[Exercise aim]:
Below, find each line holding "Тимирязева" and state how many there are, using the number alone.

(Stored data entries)
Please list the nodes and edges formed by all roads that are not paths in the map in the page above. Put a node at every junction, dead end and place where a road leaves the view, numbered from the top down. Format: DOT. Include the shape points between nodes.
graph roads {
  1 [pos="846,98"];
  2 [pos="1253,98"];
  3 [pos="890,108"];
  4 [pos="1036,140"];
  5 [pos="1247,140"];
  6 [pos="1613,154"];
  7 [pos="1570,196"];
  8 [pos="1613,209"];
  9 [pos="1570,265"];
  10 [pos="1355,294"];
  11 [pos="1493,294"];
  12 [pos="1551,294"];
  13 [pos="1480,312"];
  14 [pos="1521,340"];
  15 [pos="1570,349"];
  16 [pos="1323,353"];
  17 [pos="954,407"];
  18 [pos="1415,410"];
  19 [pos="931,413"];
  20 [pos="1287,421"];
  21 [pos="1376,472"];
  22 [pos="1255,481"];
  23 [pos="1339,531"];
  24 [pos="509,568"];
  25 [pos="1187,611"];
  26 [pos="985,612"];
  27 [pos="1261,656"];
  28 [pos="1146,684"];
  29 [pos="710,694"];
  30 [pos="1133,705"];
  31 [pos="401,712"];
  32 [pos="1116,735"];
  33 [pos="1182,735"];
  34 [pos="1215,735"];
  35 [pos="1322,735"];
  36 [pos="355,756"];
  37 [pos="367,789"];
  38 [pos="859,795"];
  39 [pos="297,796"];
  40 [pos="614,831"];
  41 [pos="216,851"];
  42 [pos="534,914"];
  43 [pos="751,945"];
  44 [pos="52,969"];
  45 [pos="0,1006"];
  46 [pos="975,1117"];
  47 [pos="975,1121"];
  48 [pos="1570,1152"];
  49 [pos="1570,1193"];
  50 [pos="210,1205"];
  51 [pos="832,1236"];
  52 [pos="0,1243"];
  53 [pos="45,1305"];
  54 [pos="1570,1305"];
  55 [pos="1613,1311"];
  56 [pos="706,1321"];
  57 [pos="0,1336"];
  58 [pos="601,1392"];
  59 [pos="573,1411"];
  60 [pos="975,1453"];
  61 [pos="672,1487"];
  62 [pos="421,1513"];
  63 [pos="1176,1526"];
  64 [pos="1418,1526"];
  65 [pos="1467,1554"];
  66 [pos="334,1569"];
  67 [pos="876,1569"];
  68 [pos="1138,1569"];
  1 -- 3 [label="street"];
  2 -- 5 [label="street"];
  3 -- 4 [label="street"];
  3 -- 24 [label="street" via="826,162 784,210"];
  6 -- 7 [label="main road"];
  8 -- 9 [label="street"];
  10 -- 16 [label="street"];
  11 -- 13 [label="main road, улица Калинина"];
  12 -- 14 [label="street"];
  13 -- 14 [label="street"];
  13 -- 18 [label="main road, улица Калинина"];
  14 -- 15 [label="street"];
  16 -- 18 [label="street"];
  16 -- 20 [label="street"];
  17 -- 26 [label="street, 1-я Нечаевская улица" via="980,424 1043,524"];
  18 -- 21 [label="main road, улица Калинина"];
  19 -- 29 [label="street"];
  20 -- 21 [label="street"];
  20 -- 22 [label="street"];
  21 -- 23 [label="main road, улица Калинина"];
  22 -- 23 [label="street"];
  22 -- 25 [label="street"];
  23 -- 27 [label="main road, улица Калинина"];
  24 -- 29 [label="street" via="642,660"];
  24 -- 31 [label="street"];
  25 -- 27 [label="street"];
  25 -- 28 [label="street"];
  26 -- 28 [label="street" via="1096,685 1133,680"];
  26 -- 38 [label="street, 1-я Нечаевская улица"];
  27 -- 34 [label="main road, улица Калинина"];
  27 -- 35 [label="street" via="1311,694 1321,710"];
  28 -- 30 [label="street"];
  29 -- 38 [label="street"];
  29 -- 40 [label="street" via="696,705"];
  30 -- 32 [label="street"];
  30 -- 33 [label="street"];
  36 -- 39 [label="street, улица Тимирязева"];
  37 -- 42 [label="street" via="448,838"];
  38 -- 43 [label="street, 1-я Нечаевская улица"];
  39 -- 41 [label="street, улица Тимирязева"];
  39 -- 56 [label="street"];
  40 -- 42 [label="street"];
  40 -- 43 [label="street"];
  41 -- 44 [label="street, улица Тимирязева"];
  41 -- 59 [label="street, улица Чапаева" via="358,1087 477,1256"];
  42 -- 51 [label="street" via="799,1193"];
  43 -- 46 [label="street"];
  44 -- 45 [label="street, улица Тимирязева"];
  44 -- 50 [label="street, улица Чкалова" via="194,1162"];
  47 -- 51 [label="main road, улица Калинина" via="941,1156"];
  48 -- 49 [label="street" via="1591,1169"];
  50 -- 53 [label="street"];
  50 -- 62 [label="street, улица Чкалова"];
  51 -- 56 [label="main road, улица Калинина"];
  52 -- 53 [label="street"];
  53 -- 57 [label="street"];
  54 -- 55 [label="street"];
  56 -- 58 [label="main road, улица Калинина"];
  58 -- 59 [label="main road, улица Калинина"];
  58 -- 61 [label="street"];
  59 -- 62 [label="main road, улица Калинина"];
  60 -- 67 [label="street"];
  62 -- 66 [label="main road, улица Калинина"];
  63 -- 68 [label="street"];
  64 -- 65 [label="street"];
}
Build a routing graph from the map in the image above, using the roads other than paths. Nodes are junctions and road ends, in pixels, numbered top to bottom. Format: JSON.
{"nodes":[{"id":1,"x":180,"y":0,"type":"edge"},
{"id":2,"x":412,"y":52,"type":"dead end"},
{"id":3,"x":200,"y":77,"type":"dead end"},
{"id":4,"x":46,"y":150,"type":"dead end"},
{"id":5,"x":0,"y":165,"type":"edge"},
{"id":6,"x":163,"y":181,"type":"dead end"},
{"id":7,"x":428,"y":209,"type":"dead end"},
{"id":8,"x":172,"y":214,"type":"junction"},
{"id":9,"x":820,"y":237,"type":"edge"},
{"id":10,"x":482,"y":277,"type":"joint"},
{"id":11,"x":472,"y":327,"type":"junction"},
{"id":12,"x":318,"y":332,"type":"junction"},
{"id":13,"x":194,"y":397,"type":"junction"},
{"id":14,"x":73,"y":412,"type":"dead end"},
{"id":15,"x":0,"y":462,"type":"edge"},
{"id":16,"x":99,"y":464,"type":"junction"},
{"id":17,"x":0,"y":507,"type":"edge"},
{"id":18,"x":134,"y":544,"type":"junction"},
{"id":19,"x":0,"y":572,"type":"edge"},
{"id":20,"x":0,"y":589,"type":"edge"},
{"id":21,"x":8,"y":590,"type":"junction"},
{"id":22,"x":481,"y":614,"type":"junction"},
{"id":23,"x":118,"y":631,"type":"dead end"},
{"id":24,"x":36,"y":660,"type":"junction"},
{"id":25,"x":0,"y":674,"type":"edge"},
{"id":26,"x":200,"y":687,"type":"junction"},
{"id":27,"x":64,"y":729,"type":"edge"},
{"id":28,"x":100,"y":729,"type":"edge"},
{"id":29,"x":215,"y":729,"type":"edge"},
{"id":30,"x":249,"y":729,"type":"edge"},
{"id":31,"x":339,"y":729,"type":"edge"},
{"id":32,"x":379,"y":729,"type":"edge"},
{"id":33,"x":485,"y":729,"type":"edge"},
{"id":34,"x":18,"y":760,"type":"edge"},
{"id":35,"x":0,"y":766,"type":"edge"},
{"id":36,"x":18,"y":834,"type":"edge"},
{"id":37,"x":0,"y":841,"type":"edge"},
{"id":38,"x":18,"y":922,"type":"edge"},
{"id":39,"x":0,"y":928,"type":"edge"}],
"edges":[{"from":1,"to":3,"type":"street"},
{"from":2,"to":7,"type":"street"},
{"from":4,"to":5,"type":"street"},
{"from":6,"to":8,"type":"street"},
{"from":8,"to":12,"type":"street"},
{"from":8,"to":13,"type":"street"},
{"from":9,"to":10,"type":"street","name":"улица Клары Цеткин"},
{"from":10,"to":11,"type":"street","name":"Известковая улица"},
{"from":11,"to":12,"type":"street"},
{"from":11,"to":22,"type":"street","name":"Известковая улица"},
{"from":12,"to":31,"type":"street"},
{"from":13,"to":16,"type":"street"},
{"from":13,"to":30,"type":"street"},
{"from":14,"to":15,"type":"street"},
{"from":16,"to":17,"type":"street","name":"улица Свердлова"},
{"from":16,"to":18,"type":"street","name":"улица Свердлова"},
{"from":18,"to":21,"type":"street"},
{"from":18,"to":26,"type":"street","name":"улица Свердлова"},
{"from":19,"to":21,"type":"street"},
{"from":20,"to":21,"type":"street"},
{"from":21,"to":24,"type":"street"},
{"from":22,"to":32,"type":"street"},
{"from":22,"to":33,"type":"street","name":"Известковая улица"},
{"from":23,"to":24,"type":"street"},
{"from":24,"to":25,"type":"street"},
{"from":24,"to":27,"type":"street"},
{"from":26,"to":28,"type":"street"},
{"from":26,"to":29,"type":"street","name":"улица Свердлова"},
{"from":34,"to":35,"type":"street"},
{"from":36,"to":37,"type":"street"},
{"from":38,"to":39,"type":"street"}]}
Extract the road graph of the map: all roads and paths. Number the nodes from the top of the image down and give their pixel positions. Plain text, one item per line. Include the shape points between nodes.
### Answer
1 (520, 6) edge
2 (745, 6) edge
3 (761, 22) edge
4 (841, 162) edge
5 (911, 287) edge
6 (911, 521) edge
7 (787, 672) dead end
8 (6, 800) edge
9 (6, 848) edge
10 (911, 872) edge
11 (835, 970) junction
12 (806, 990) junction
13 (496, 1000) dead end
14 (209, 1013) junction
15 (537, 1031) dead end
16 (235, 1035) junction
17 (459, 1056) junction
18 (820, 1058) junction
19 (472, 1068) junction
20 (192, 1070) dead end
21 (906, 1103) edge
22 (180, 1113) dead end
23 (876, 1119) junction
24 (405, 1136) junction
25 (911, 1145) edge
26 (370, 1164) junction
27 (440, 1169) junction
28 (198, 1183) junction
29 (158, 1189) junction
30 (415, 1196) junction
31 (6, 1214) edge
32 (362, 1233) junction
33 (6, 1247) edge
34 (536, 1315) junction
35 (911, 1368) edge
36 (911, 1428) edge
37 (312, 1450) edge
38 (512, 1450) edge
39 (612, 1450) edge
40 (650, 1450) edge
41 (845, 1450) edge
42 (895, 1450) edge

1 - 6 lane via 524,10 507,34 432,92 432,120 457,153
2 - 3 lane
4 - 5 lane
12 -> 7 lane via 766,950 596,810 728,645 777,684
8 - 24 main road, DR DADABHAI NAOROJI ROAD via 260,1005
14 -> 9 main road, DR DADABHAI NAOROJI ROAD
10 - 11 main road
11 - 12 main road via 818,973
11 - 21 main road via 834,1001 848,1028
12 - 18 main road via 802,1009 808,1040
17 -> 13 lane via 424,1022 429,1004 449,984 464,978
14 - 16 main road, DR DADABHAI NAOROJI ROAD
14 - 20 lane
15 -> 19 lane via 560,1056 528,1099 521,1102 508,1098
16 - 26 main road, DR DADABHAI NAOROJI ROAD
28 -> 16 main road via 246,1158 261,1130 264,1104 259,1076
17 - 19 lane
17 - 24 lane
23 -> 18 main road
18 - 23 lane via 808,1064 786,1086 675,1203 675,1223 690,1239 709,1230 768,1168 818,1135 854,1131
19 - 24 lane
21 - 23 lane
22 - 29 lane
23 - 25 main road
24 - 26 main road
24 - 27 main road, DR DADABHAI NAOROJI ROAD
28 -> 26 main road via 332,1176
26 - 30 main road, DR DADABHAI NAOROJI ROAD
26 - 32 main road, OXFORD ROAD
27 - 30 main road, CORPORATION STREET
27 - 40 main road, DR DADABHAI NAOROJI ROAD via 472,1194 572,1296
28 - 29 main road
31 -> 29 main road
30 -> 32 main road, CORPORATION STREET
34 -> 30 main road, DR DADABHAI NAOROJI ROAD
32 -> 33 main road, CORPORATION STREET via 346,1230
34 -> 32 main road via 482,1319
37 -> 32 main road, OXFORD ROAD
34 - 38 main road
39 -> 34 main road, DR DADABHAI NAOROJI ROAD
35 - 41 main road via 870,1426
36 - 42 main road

[Answer to the problem]:
4